Johnny Marco, noto attore di Hollywood, passa le sue giornate a guardare le gambe. Prima quelle chilometriche, provocanti, delle lapdancer in completino da tennista che cercano di risvigliarne la libido; poi quelle delicate e eleganti di Clio, sua figlia, bambina di undici anni che volteggia leggera sui pattini, per attirare l'attenzione paterna. Le donne, in questo film, non fanno che esibirsi davanti a lui. La reazione di Johnny però è sempre la stessa: che si tratti di lapdancer o della figlia il suo sguardo è assente, annoiato, perso chissà dove. Delle lapdancer non ricorda neppure i nomi, e con Clio le cose non vanno poi molto meglio - lei pattina da tre anni e lui neanche lo sa, tant'è che si stupisce della sua bravura.

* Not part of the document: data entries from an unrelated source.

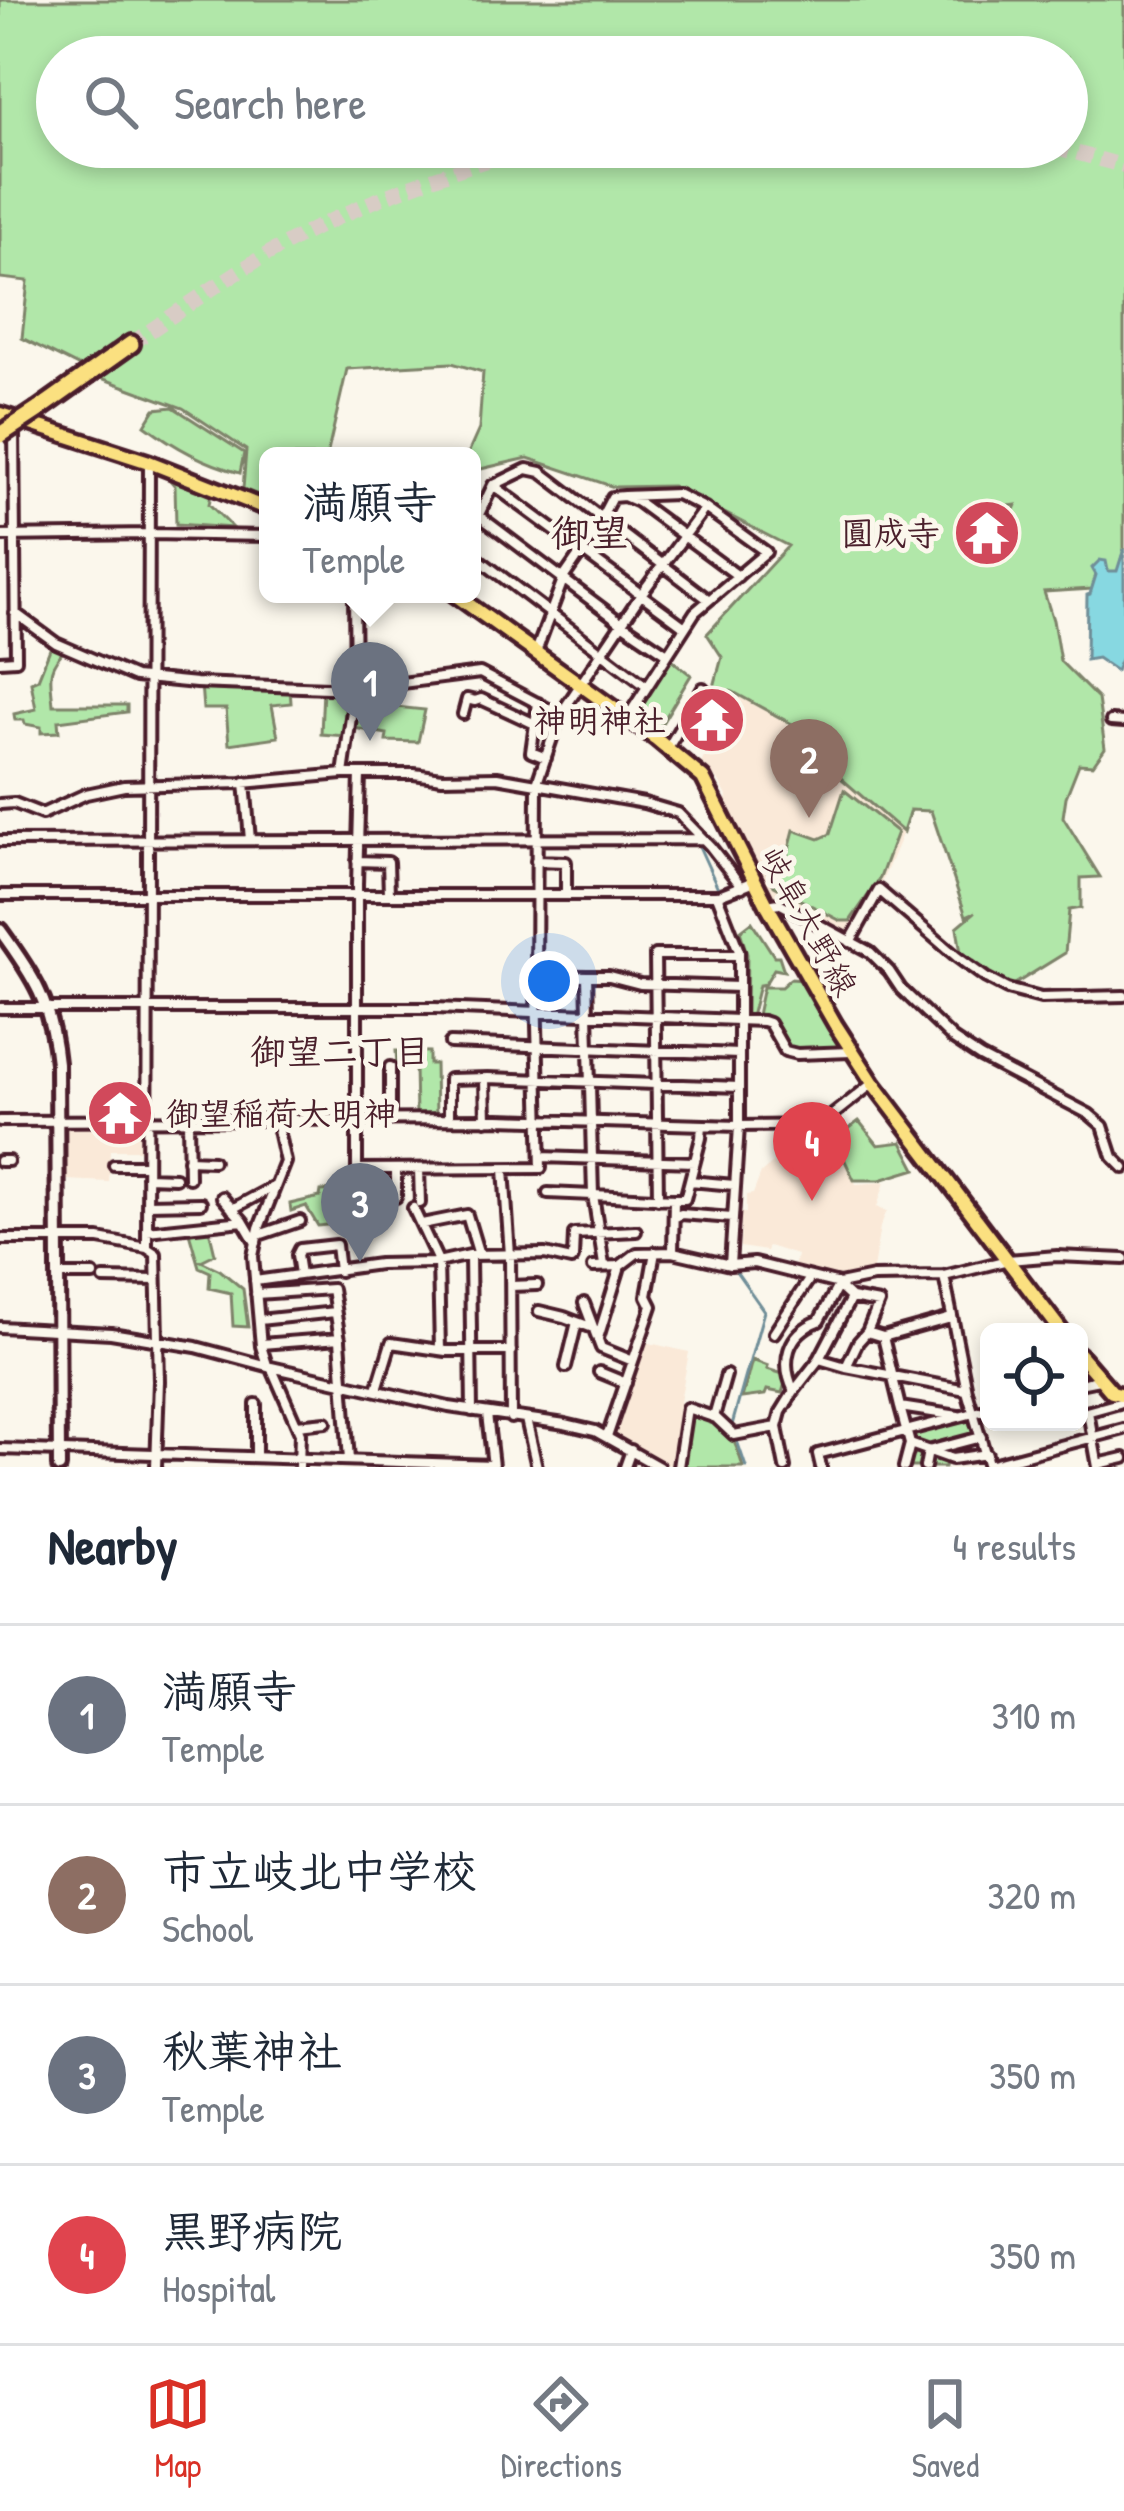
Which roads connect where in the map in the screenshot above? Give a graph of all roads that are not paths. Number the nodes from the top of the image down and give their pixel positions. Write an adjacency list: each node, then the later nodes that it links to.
1 (131, 344): 3 (highway, bridge)
2 (7, 416): 4 (main road); 15 (street)
3 (0, 435)
4 (149, 462): 7 (main road); 12 (street)
5 (494, 485): 9 (street); 11 (street); 17 (street)
6 (624, 496): 8 (street); 11 (street); 13 (street)
7 (259, 505)
8 (705, 508): 13 (street); 20 (street)
9 (481, 509)
10 (481, 517): 21 (street)
11 (602, 518): 17 (street); 19 (street)
12 (150, 534): 15 (street); 16 (street); 34 (street)
13 (684, 534): 19 (street); 20 (street)
14 (0, 536): 15 (street)
15 (14, 536): 26 (street)
16 (259, 536)
17 (582, 551): 21 (street); 22 (street)
18 (481, 561): 27 (street)
19 (663, 563): 22 (street); 23 (street)
20 (738, 576): 23 (street)
21 (563, 579): 27 (street); 28 (street)
22 (642, 593): 28 (street); 29 (street)
23 (709, 600): 29 (street)
24 (354, 603): 38 (street)
25 (467, 603): 30 (main road, 岐阜大野線)
26 (15, 613): 33 (street); 34 (street)
27 (551, 614): 30 (street); 32 (street)
28 (622, 624): 31 (street); 32 (street)
29 (685, 626): 31 (street)
30 (536, 652): 35 (main road, 岐阜大野線)
31 (667, 653): 36 (street)
32 (603, 654): 35 (street); 36 (street)
33 (0, 662)
34 (147, 679): 38 (street); 52 (street)
35 (581, 685): 41 (street); 42 (main road, 岐阜大野線)
36 (646, 686): 42 (street)
37 (703, 688): 46 (street)
38 (355, 689): 39 (street); 48 (street)
39 (538, 703): 41 (street); 45 (street)
40 (463, 714): 45 (street)
41 (560, 715): 47 (street)
42 (628, 718): 46 (main road, 岐阜大野線)
43 (1112, 721): 44 (street)
44 (1124, 722)
45 (535, 724): 47 (street)
46 (668, 748): 62 (main road, 岐阜大野線)
47 (546, 758): 51 (street)
48 (343, 774): 49 (street); 50 (street)
49 (360, 774): 51 (street); 56 (street)
50 (245, 782): 52 (street); 55 (street)
51 (537, 783): 54 (street); 57 (street)
52 (148, 787): 53 (street); 59 (street)
53 (0, 804)
54 (703, 838): 57 (street); 62 (street)
55 (250, 840): 56 (street); 59 (street)
56 (357, 840): 57 (street); 60 (street)
57 (536, 840): 61 (street)
58 (0, 841): 59 (street)
59 (148, 841): 64 (street)
60 (357, 861): 65 (street); 66 (street)
61 (536, 861): 63 (street); 67 (street)
62 (748, 884): 68 (street); 70 (main road, 岐阜大野線)
63 (566, 893): 67 (street); 68 (street)
64 (148, 894): 65 (street); 69 (street); 82 (street)
65 (357, 894): 66 (street); 79 (street)
66 (389, 895): 67 (street)
67 (536, 895): 74 (street)
68 (717, 895): 73 (street)
69 (0, 896)
70 (767, 905): 72 (street); 91 (main road, 岐阜大野線)
71 (0, 930): 81 (street)
72 (850, 943): 78 (street); 123 (street)
73 (739, 956): 76 (street); 77 (street)
74 (536, 975): 75 (street); 83 (street)
75 (587, 976): 76 (street); 84 (street)
76 (655, 985): 77 (street); 85 (street)
77 (739, 987): 86 (street)
78 (1124, 996)
79 (358, 1007): 82 (street); 83 (street); 103 (street)
80 (0, 1008): 81 (street)
81 (48, 1008): 82 (street); 106 (street)
82 (148, 1008): 107 (street)
83 (537, 1013): 84 (street); 88 (street)
84 (588, 1015): 85 (street); 89 (street)
85 (655, 1018): 86 (street); 90 (street)
86 (739, 1020): 91 (street); 92 (street)
87 (450, 1043): 88 (street)
88 (537, 1046): 89 (street); 95 (street)
89 (589, 1048): 90 (street); 96 (street)
90 (656, 1050): 92 (street); 98 (street)
91 (853, 1052): 97 (main road, 岐阜大野線)
92 (739, 1054): 99 (street)
93 (390, 1067): 100 (street)
94 (485, 1079): 95 (street); 101 (street); 104 (street)
95 (540, 1080): 96 (street); 102 (street)
96 (590, 1082): 98 (street); 110 (street)
97 (873, 1083): 113 (street); 158 (main road, 岐阜大野線)
98 (656, 1084): 99 (street); 111 (street)
99 (739, 1088): 113 (street)
100 (390, 1119): 101 (street); 103 (street)
101 (449, 1119): 104 (street)
102 (541, 1119): 104 (street); 110 (street); 114 (street)
103 (358, 1120): 109 (street); 124 (street)
104 (486, 1120)
105 (0, 1121): 106 (street)
106 (57, 1121): 107 (street); 150 (street)
107 (148, 1121): 108 (street); 121 (street)
108 (188, 1121): 109 (street); 116 (street)
109 (276, 1121): 131 (street)
110 (591, 1121): 111 (street); 115 (street)
111 (657, 1124): 112 (street); 118 (street)
112 (702, 1125): 113 (street); 119 (street)
113 (739, 1126): 130 (street)
114 (541, 1157): 115 (street); 122 (street)
115 (592, 1159): 118 (street); 133 (street)
116 (188, 1160): 117 (street); 128 (street)
117 (213, 1161)
118 (658, 1161): 119 (street); 136 (street)
119 (694, 1162): 129 (street)
120 (114, 1165): 121 (street)
121 (147, 1165): 126 (street)
122 (504, 1168): 125 (street); 156 (street)
123 (1124, 1168)
124 (396, 1169): 125 (street); 135 (street)
125 (419, 1169): 145 (street)
126 (147, 1178): 127 (street); 139 (street)
127 (175, 1178)
128 (189, 1178)
129 (690, 1181): 130 (street); 137 (street)
130 (734, 1185): 142 (street)
131 (275, 1186): 140 (street); 151 (street)
132 (548, 1193): 133 (street)
133 (592, 1196): 136 (street); 148 (street)
134 (222, 1197): 140 (street)
135 (396, 1197)
136 (658, 1199): 137 (street)
137 (674, 1199): 141 (street)
138 (201, 1203): 139 (street)
139 (147, 1204): 146 (street)
140 (232, 1209): 143 (street)
141 (674, 1217): 142 (street); 154 (street)
142 (732, 1217): 160 (street)
143 (243, 1221): 146 (street); 151 (street)
144 (299, 1221): 151 (street)
145 (422, 1223): 155 (street); 159 (street)
146 (147, 1231): 152 (street)
147 (636, 1231): 148 (street)
148 (599, 1233): 156 (street); 161 (street)
149 (0, 1239): 150 (street)
150 (58, 1239): 152 (street); 164 (street)
151 (257, 1239): 170 (street)
152 (147, 1248): 169 (street)
153 (655, 1252): 154 (street); 161 (street); 196 (street)
154 (673, 1252): 160 (street)
155 (474, 1255): 156 (street); 159 (street); 193 (street)
156 (510, 1255): 173 (street)
157 (1124, 1259): 158 (street)
158 (1007, 1260): 166 (street); 182 (main road, 岐阜大野線)
159 (438, 1261): 162 (street); 192 (street)
160 (730, 1265): 167 (street)
161 (618, 1266): 186 (street)
162 (339, 1271): 163 (street); 163 (street)
163 (300, 1274): 170 (street)
164 (58, 1275): 165 (street); 184 (street)
165 (93, 1275)
166 (944, 1276): 172 (street); 179 (street)
167 (810, 1278): 172 (street); 187 (street)
168 (104, 1280): 169 (street)
169 (156, 1280): 190 (street)
170 (255, 1281): 174 (street)
171 (537, 1285): 173 (street)
172 (839, 1285): 175 (street); 209 (street)
173 (511, 1286): 194 (street)
174 (256, 1294): 178 (street); 180 (street)
175 (850, 1298): 185 (street); 195 (street)
176 (584, 1303): 186 (street)
177 (539, 1311): 181 (street)
178 (335, 1312): 180 (street); 189 (street)
179 (951, 1318): 188 (street); 210 (street)
180 (259, 1320): 191 (street)
181 (577, 1322): 186 (street); 199 (street)
182 (1055, 1323)
183 (0, 1327): 184 (street)
184 (58, 1329): 190 (street); 236 (street)
185 (868, 1332): 188 (street); 200 (street)
186 (596, 1333): 196 (street)
187 (774, 1334)
188 (883, 1337): 203 (street)
189 (340, 1338): 191 (street); 205 (street)
190 (157, 1340): 197 (street); 237 (street)
191 (261, 1344): 197 (street)
192 (440, 1349): 193 (street); 208 (street)
193 (472, 1351): 194 (street); 214 (street)
194 (511, 1351): 221 (street)
195 (819, 1359): 200 (street); 209 (street)
196 (634, 1361): 207 (street)
197 (269, 1366): 205 (street); 225 (street)
198 (1088, 1366): 204 (main road)
199 (566, 1367)
200 (846, 1367): 203 (street)
201 (599, 1372): 207 (street)
202 (726, 1375): 220 (street)
203 (892, 1376): 210 (street); 213 (street)
204 (1099, 1380): 206 (street); 211 (main road)
205 (344, 1382): 208 (street); 240 (street)
206 (1088, 1382)
207 (626, 1383): 229 (street)
208 (377, 1389): 214 (street)
209 (794, 1390): 226 (street)
210 (968, 1391): 217 (street)
211 (1121, 1400): 216 (street)
212 (256, 1404): 239 (street)
213 (900, 1407): 219 (street); 228 (street)
214 (472, 1411): 218 (street)
215 (980, 1411): 217 (street)
216 (1088, 1411)
217 (973, 1413): 219 (street); 230 (street)
218 (487, 1414): 221 (street); 245 (street)
219 (959, 1416): 228 (street)
220 (714, 1417): 226 (street); 252 (street)
221 (511, 1418): 222 (street)
222 (526, 1419): 229 (street); 249 (street)
223 (326, 1422): 225 (street)
224 (1088, 1424): 231 (street)
225 (297, 1425): 243 (street)
226 (777, 1427): 253 (street)
227 (1124, 1429): 231 (street)
228 (907, 1430): 232 (street); 254 (street)
229 (607, 1437): 234 (street)
230 (981, 1437): 235 (street); 242 (street)
231 (1094, 1437): 242 (street); 246 (street)
232 (910, 1444): 235 (street); 255 (street)
233 (0, 1449): 236 (street)
234 (631, 1450): 250 (street); 251 (street)
235 (928, 1451): 244 (street); 256 (street)
236 (58, 1453): 237 (street); 247 (street)
237 (156, 1455): 241 (street); 248 (street)
238 (1124, 1458): 246 (street)
239 (257, 1460): 241 (street); 243 (street)
240 (349, 1460): 243 (street); 245 (street)
241 (227, 1462)
242 (988, 1462): 244 (street)
243 (299, 1463)
244 (951, 1463)
245 (493, 1466)
246 (1098, 1466)
247 (58, 1467)
248 (156, 1467)
249 (537, 1467)
250 (625, 1467)
251 (658, 1467)
252 (678, 1467)
253 (785, 1467)
254 (821, 1467)
255 (904, 1467)
256 (925, 1467)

E' vuota la vita di Johnny, vuota e senza senso. Una vita vissuta in luoghi che sono non luoghi; trascorsa tra feste e divertimenti, in mezzo a corpi ammiccanti e sempre disponibili (corpi, però, mai persone). Una vita senza radici, senza affetti, senza qualcosa che la rende meritevole di essere vissuta. Solitudine estrema, alienazione totale.
E' di alienazione, infatti, che parla questo film. Sofia Coppola ce lo dice fin dalla prima sequenza, con quella inquadratura immobile - e non sarà certo l'unica del film - di una Porsche rombante che gira a vuoto (come la vita di Johnny, del resto), sul solito circuito chiuso. Una sorta di dichiarazione programmatica, un po' come se la regista ti mettesse in guardia: "attento, ti farò vedere un film che parla del vuoto di senso; se non lo sai sostenere ti conviene andartene subito via dalla sala".
Non è male il film della Coppola, solo che non regge il confronto con il bellissimo Lost in translation.  Lì l'alienazione manteneva comunque un lato umano; c'erano le sfumature, c'era la vita vera. Qui tutto è calcato, portato alle estreme conseguenze. Tutto è talmente esagerato da sembrare "macchiettistico", un po' artefatto, forse pure un po' furbetto, come sostiene Mereghetti.  Stephen Dorff è dignitoso nel ruolo, ma non ha il fascino di Bill Murray, non gli lega neppure le scarpe. Anche Los Angeles non compete con la Tokio di Lost in Translation, perché a Los Angeles tutti ci si aspetta di essere alienati, è scontato che sia così.
Per farla breve: Somewhere ha le sue cartucce ma ha un fratello maggiore troppo ingombrante, la sua è una battaglia persa in partenza.

La passione

Sovente quando uno esce dal cinema, dopo aver visto una qualsiasi commedia, e commenta: "si, carino, ma niente di che...", si sente rispondere qualcosa come: "certo si, è una commedia, non è il film che ti cambia la vita" oppure "si, che ti aspettavi, è una commedia, un filmetto...".
Questa è una delle dinamiche più frequenti. Tu fai notare che è un film di poco conto e la gente replica ribadendo che si tratta di una commedia, come se l'equazione "commedia = film di poco conto" fosse universamente valida. Come se un film, in quanto commedia, fosse necessariamente un filmetto.
Ebbene A qualcuno piace caldo, di Wilder, è una commedia, eppure non è un filmetto, è un capolavoro mondiale. Ernst Lubitsch ha fatto diverse commedie, ma ha segnato la storia del cinema. I suoi film son  meccanismi ineccepibili, puzzle dove ogni singolo pezzo si incastra alla perfezione con l'altro.
Non è lo status di commedia che rende un film etto-ino-uccio. Non è il "fare commedie" che rende un regista mediocre.
Semmai diciamo che quando una commedia non ha un ritmo coinvolgente, non brilla per coerenza-omogeneità della sceneggiutura, ha degli attori magari scadenti, dei dialoghi non sempre scoppiettanti/ben fatti, etc etc... le probabilità che venga definita commediola, o semplicemente film-etto-ino-uccio sono piuttosto elevate.
L'ultimo lavoro di Mazzacurati - la trama ve la faccio breve: regista in crisi creativa si ritrova a dover dirigere una sacra rappresentazione, in un paesino toscano, con una manica di attori raccattati e inetti - è senza dubbio piacevole, ma resta un filmetto. Parte frizzante e si perde sul finale; risulta disomogeneo in certi punti; presenta alcune gag a dir poco inflazionate.
Non che non faccia ridere - notevole Guzzanti che legge "Prima che il gatto canti tu mi rinnegherai"; non che non abbia trovate carine - la citazione stile Nosferatu quando il grande attore arriva in paese, ad esempio.  Il tutto è ben recitato, si vede con piacere... Ma resta un filmino, nulla di trascendentale.